Here is a practical checklist of everything your trust center should include.
This is the foundation. Anyone doing a security review process will look for these first.
Include your current certifications with the issue and expiry dates clearly displayed. The most commonly requested are:
For a SOC 2 compliance checklist, make sure your report is accessible to prospects quickly, either as a direct download after NDA or through an automated request flow.
Include summaries or full versions of:
Policies do not need to be exhaustive in the public view. Summaries with an option to request full versions work well for most organizations. For organizations handling sensitive data classifications, understanding how to classify personal data under GDPR and CCPA is essential for policy development.
Privacy documentation is increasingly important as regulations like GDPR, CCPA, and India's DPDP Act become more prominent in vendor security assessments.

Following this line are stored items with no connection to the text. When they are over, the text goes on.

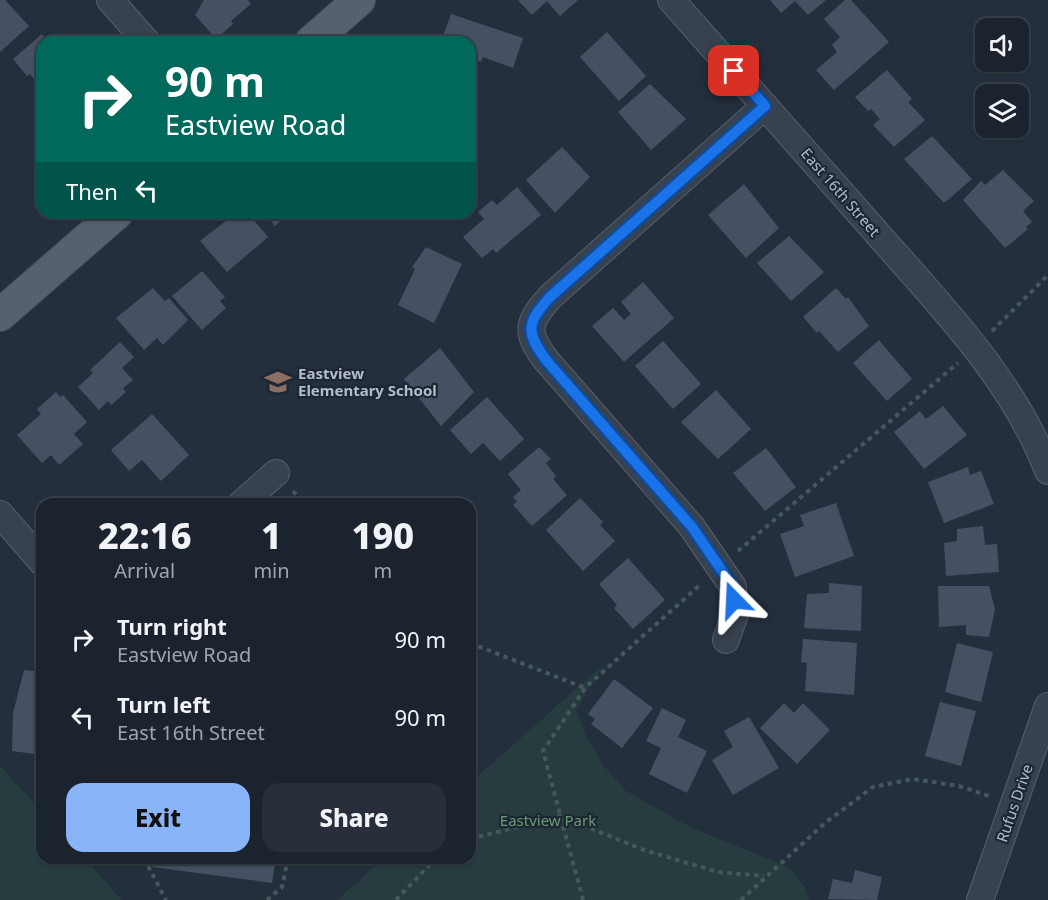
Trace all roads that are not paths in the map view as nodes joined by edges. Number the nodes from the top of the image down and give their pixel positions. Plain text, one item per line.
1 (110, 0) edge
2 (359, 0) edge
3 (671, 0) edge
4 (142, 36) edge
5 (318, 36) edge
6 (765, 106) junction
7 (110, 219) edge
8 (0, 315) edge
9 (1048, 471) edge
10 (276, 473) dead end
11 (248, 498) edge
12 (0, 514) edge
13 (36, 556) edge
14 (726, 640) dead end
15 (1048, 706) edge
16 (980, 900) edge

1 - 4 street
2 - 5 main road
3 - 6 street, East 16th Street
6 - 9 street, East 16th Street
6 - 14 street
7 - 8 main road
10 - 11 street
12 - 13 street
15 - 16 street, Rufus Drive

Understanding India's evolving privacy landscape? Read our comprehensive guide on the India Data Protection Act, explained to ensure full DPDP compliance. Make the DPA easy to download and sign. Delaying this step is a common reason deals slow down.

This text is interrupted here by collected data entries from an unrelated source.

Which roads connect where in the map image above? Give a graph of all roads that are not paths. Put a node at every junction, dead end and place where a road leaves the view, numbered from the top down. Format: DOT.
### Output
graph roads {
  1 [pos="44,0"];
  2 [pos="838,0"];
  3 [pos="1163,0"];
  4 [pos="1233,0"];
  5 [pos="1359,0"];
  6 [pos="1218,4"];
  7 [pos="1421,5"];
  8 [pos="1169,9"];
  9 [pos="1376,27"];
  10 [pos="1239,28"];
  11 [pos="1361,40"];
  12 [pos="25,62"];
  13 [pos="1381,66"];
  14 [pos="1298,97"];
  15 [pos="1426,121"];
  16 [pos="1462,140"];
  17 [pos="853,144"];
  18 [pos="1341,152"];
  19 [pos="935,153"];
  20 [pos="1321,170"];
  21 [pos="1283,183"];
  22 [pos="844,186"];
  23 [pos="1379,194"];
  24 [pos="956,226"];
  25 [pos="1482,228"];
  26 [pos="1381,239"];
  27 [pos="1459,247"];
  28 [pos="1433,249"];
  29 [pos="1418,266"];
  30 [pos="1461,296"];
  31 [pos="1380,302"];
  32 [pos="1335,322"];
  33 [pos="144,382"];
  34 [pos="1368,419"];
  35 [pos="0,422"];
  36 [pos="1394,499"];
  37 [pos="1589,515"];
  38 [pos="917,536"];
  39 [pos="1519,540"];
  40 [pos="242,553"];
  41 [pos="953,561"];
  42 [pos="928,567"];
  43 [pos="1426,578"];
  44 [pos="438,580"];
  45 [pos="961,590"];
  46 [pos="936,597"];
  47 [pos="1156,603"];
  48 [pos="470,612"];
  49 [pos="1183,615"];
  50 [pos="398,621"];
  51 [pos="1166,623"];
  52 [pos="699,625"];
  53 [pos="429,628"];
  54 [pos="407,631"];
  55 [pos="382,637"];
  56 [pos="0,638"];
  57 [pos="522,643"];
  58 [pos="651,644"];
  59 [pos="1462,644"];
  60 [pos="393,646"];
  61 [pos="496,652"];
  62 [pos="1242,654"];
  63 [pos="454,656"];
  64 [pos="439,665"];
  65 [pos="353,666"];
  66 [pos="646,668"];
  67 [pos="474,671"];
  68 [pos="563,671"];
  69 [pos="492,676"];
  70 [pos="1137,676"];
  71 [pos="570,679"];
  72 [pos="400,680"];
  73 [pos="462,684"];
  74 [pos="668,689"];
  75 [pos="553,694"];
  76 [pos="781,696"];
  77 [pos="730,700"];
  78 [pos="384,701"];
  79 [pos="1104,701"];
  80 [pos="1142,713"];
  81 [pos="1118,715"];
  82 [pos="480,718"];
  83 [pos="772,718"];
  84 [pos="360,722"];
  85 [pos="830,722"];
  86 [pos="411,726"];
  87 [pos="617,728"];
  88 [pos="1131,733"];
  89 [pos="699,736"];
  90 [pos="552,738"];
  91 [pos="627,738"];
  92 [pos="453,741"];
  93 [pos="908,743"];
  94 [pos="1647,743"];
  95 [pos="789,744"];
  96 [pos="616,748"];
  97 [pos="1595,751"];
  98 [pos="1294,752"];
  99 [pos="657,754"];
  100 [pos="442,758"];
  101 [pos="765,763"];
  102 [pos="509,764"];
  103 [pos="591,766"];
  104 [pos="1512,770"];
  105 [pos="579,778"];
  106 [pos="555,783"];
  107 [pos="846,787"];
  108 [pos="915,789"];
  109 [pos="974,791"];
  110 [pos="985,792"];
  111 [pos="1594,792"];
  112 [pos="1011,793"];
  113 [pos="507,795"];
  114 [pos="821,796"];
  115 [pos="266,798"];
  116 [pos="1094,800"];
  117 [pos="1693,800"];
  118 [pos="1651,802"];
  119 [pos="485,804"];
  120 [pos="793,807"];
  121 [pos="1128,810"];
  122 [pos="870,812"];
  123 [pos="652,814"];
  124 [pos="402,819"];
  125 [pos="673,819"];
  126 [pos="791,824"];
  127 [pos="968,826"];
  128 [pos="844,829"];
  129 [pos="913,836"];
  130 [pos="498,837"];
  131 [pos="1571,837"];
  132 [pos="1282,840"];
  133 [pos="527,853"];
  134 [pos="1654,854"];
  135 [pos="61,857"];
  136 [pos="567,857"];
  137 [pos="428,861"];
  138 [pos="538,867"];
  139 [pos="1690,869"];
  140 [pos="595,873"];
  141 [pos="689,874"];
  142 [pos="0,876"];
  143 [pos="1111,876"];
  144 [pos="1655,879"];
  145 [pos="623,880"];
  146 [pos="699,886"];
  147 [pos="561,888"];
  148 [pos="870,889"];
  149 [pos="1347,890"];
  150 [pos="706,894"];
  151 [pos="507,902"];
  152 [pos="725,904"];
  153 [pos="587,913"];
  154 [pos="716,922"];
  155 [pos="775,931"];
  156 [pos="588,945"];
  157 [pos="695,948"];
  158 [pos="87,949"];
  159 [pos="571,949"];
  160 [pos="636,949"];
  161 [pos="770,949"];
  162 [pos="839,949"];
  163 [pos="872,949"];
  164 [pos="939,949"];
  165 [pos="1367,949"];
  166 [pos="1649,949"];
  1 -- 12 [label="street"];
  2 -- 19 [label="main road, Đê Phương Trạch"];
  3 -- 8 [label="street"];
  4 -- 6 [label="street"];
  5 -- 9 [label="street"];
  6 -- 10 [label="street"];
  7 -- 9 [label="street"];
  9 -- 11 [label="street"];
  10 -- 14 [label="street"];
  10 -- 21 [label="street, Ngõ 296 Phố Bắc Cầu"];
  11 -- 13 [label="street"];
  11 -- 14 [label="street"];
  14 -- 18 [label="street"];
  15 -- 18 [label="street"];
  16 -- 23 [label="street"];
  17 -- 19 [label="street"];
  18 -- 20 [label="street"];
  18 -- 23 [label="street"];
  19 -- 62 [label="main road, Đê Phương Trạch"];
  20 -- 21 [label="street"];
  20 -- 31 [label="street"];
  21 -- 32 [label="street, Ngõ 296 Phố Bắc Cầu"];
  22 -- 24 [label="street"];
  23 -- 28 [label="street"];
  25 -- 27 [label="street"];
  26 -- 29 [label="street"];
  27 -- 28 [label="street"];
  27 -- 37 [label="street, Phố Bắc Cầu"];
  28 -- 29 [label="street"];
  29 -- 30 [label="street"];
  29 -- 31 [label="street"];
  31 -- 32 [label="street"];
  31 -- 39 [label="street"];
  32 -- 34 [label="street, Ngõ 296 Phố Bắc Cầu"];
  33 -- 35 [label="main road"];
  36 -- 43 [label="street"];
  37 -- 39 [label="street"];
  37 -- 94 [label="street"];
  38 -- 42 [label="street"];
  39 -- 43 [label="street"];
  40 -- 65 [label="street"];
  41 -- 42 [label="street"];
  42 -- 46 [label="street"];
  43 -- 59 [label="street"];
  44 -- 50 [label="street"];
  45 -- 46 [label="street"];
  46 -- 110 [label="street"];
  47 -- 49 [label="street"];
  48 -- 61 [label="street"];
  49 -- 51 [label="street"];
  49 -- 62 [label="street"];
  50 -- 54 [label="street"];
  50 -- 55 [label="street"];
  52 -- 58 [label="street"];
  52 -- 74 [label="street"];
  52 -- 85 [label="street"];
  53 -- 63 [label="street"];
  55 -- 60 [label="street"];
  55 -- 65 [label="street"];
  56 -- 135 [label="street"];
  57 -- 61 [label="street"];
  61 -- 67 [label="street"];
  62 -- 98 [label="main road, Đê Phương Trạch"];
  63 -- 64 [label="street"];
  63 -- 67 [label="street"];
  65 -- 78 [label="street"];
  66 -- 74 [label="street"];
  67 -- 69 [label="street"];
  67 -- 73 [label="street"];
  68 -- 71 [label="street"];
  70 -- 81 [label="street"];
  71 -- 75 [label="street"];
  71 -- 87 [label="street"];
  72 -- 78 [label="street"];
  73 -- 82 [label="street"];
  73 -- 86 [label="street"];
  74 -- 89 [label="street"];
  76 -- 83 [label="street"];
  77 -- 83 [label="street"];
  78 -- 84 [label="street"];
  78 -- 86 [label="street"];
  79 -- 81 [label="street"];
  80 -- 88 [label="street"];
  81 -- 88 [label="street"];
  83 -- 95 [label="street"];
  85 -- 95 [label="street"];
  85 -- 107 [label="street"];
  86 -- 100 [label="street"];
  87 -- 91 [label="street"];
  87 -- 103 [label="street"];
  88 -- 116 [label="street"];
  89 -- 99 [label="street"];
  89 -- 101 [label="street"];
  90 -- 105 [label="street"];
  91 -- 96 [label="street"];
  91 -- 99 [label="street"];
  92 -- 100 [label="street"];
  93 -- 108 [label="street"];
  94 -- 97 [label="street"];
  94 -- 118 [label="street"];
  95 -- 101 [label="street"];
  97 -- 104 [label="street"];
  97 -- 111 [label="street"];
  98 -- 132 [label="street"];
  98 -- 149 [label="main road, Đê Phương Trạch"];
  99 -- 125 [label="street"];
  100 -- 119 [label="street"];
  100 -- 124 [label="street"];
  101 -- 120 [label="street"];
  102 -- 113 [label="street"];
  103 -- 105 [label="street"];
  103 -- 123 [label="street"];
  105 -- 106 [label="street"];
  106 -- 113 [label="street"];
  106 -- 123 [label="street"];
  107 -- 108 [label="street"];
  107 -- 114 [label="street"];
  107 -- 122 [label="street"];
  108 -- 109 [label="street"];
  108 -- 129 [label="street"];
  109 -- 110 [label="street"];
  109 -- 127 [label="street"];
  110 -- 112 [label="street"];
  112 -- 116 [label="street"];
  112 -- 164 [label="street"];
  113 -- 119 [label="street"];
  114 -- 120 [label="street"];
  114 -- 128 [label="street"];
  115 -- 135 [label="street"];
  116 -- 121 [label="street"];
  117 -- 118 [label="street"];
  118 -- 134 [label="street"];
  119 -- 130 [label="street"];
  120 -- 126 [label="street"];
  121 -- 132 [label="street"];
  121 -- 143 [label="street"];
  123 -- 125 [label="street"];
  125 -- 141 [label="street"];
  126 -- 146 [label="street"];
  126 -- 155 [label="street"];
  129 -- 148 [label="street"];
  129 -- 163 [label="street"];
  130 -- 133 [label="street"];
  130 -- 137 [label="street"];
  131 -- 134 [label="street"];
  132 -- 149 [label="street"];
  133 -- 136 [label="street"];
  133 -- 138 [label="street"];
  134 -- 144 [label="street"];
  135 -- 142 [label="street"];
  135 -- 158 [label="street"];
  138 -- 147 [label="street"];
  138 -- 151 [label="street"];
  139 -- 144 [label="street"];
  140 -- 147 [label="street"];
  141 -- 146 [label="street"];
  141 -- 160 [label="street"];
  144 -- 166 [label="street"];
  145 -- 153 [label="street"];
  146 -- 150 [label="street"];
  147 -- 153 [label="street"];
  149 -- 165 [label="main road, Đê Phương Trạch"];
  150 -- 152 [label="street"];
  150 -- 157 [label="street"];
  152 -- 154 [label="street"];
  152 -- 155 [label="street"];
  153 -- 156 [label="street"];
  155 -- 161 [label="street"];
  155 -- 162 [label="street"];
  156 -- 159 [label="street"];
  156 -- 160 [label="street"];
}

A large part of the security questionnaire automation value a trust center provides is reducing the back-and-forth on standard security questionnaires.
Modern organizations are leveraging top AI tools to perform vendor security assessments to streamline this process further.
When prospects can find answers to 80% of their questions without emailing your team, everyone moves faster. Good security documentation management means fewer repetitive requests for your team.
Prospects doing technical due diligence want to understand where and how their data is handled.
You do not need to share full pen test reports publicly. A summary with the date and scope is usually sufficient, with the full report available on request.
Transparency about how you handle incidents builds more trust than pretending they never happened.
An empty incident history section is actually fine, as long as it exists and is current. Prospects notice when this section is absent entirely.
A trust center with outdated certifications or stale policies is worse than no trust center at all. Build a process to:
Organizations should also consider conducting regular privacy risk assessments and implementing privacy impact assessment automation for SaaS to maintain compliance.
A complete trust center reduces friction in your sales cycle, speeds up vendor assessments, and signals to customers that you take security seriously.
Redacto's Security Trust Center product helps organizations build, manage, and share their compliance documentation in one centralized, always-current platform. Reach out here or connect on WhatsApp to learn more.
A trust center is a centralized hub where organizations share security, privacy, and compliance documentation with customers, prospects, and partners.
No. Most organizations share SOC 2 reports under NDA or after a simple request, not as fully public documents.
A subprocessor list discloses all third-party companies that process customer data on your behalf, including their location and the type of data they access.
They are used interchangeably. Both refer to a centralized place where security and compliance documentation is hosted and shared.
Update certifications immediately upon renewal, review policies annually, and add new subprocessors within a few weeks of onboarding them.
Yes. A trust center that includes a current DPA, privacy policy, and subprocessor list helps meet GDPR transparency and accountability requirements.